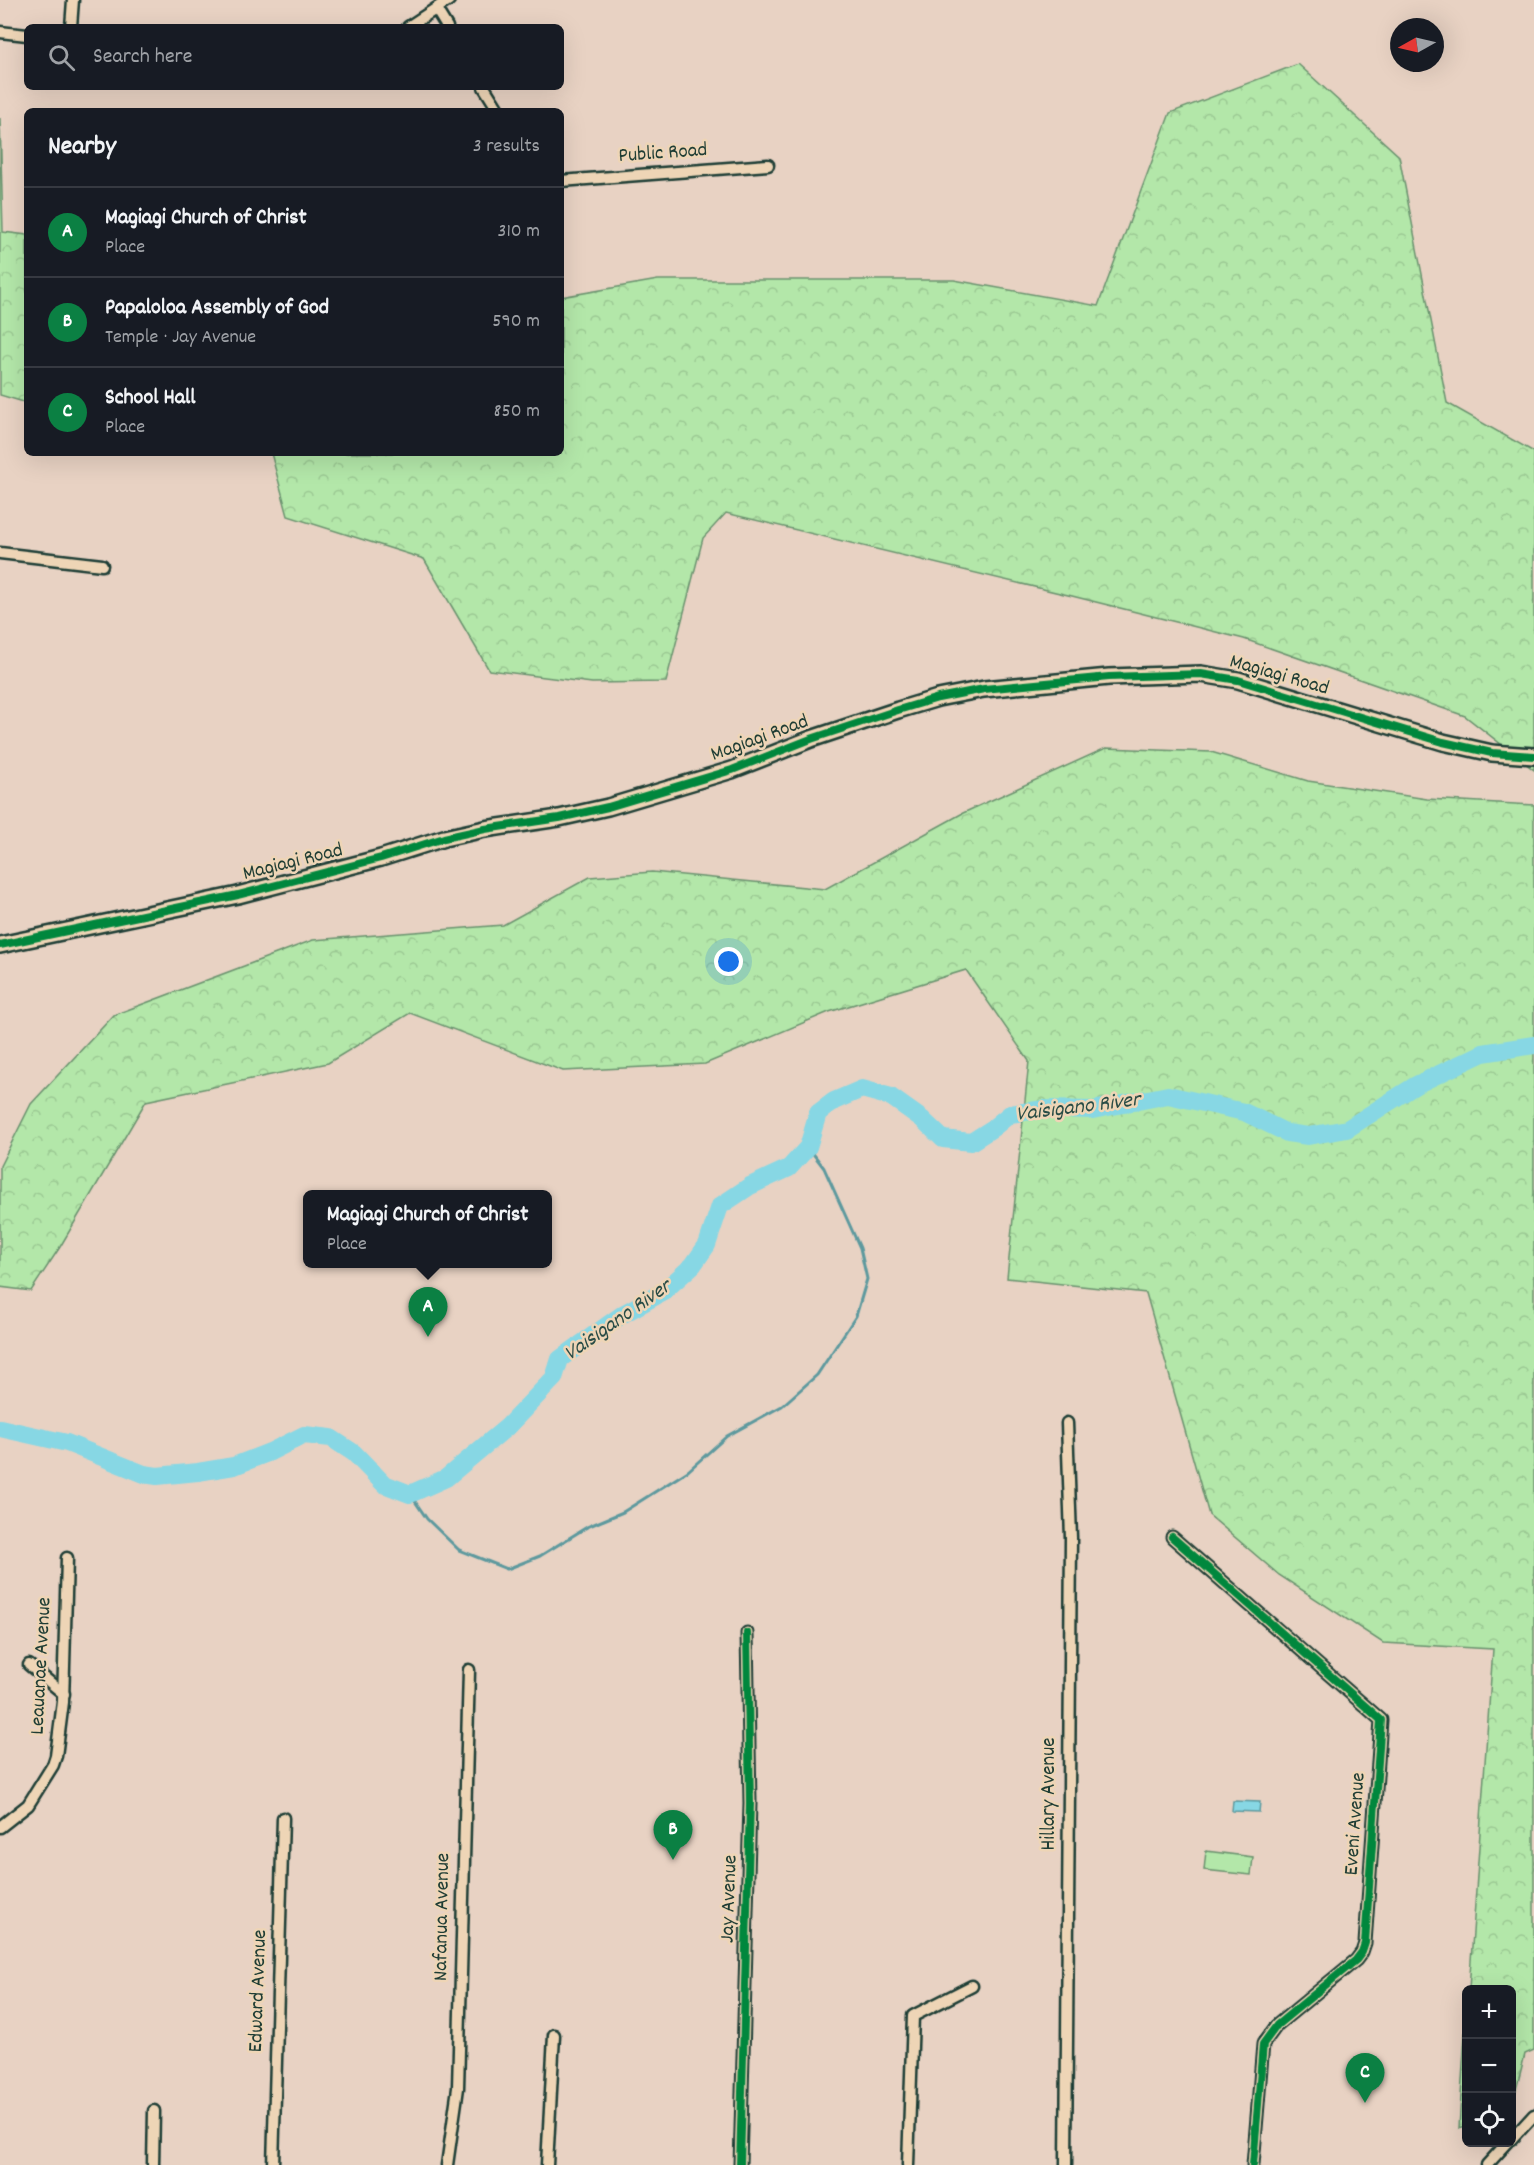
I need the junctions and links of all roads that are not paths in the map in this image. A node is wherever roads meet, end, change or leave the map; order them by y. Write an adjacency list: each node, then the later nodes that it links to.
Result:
1 (73, 0): 4 (street)
2 (449, 0): 3 (street)
3 (436, 9): 5 (street); 6 (street)
4 (71, 24)
5 (413, 24)
6 (445, 24)
7 (0, 32): 8 (street)
8 (24, 35)
9 (486, 90): 10 (street)
10 (497, 108)
11 (768, 165): 12 (street, Public Road)
12 (564, 181)
13 (0, 553): 14 (street)
14 (102, 565)
15 (1534, 756): 16 (street, Magiagi Road)
16 (0, 945)
17 (1067, 1423): 38 (street, Hillary Avenue)
18 (1172, 1537): 39 (street, Eveni Avenue)
19 (67, 1558): 23 (street, Leauanae Avenue)
20 (747, 1633): 36 (street, Jay Avenue)
21 (29, 1665): 23 (street)
22 (469, 1670): 34 (street, Nafanua Avenue)
23 (63, 1694): 25 (street, Leauanae Avenue)
24 (283, 1818): 33 (street, Edward Avenue)
25 (0, 1827)
26 (972, 1986): 37 (street)
27 (554, 2036): 35 (street)
28 (154, 2110): 32 (street)
29 (1534, 2115): 30 (street)
30 (1516, 2135)
31 (1503, 2147): 40 (street)
32 (153, 2165)
33 (273, 2165)
34 (447, 2165)
35 (547, 2165)
36 (740, 2165)
37 (908, 2165)
38 (1066, 2165)
39 (1253, 2165)
40 (1487, 2165)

------------------------------------

Return the material as it stands. Leave out the pictures.

- _Response area_:
I need the junctions and links of all roads that are not paths in the map in this image. A node is wherever roads meet, end, change or leave the map; order them by y. Write an adjacency list: each node, then the later nodes that it links to.
Result:
1 (73, 0): 4 (street)
2 (449, 0): 3 (street)
3 (436, 9): 5 (street); 6 (street)
4 (71, 24)
5 (413, 24)
6 (445, 24)
7 (0, 32): 8 (street)
8 (24, 35)
9 (486, 90): 10 (street)
10 (497, 108)
11 (768, 165): 12 (street, Public Road)
12 (564, 181)
13 (0, 553): 14 (street)
14 (102, 565)
15 (1534, 756): 16 (street, Magiagi Road)
16 (0, 945)
17 (1067, 1423): 38 (street, Hillary Avenue)
18 (1172, 1537): 39 (street, Eveni Avenue)
19 (67, 1558): 23 (street, Leauanae Avenue)
20 (747, 1633): 36 (street, Jay Avenue)
21 (29, 1665): 23 (street)
22 (469, 1670): 34 (street, Nafanua Avenue)
23 (63, 1694): 25 (street, Leauanae Avenue)
24 (283, 1818): 33 (street, Edward Avenue)
25 (0, 1827)
26 (972, 1986): 37 (street)
27 (554, 2036): 35 (street)
28 (154, 2110): 32 (street)
29 (1534, 2115): 30 (street)
30 (1516, 2135)
31 (1503, 2147): 40 (street)
32 (153, 2165)
33 (273, 2165)
34 (447, 2165)
35 (547, 2165)
36 (740, 2165)
37 (908, 2165)
38 (1066, 2165)
39 (1253, 2165)
40 (1487, 2165)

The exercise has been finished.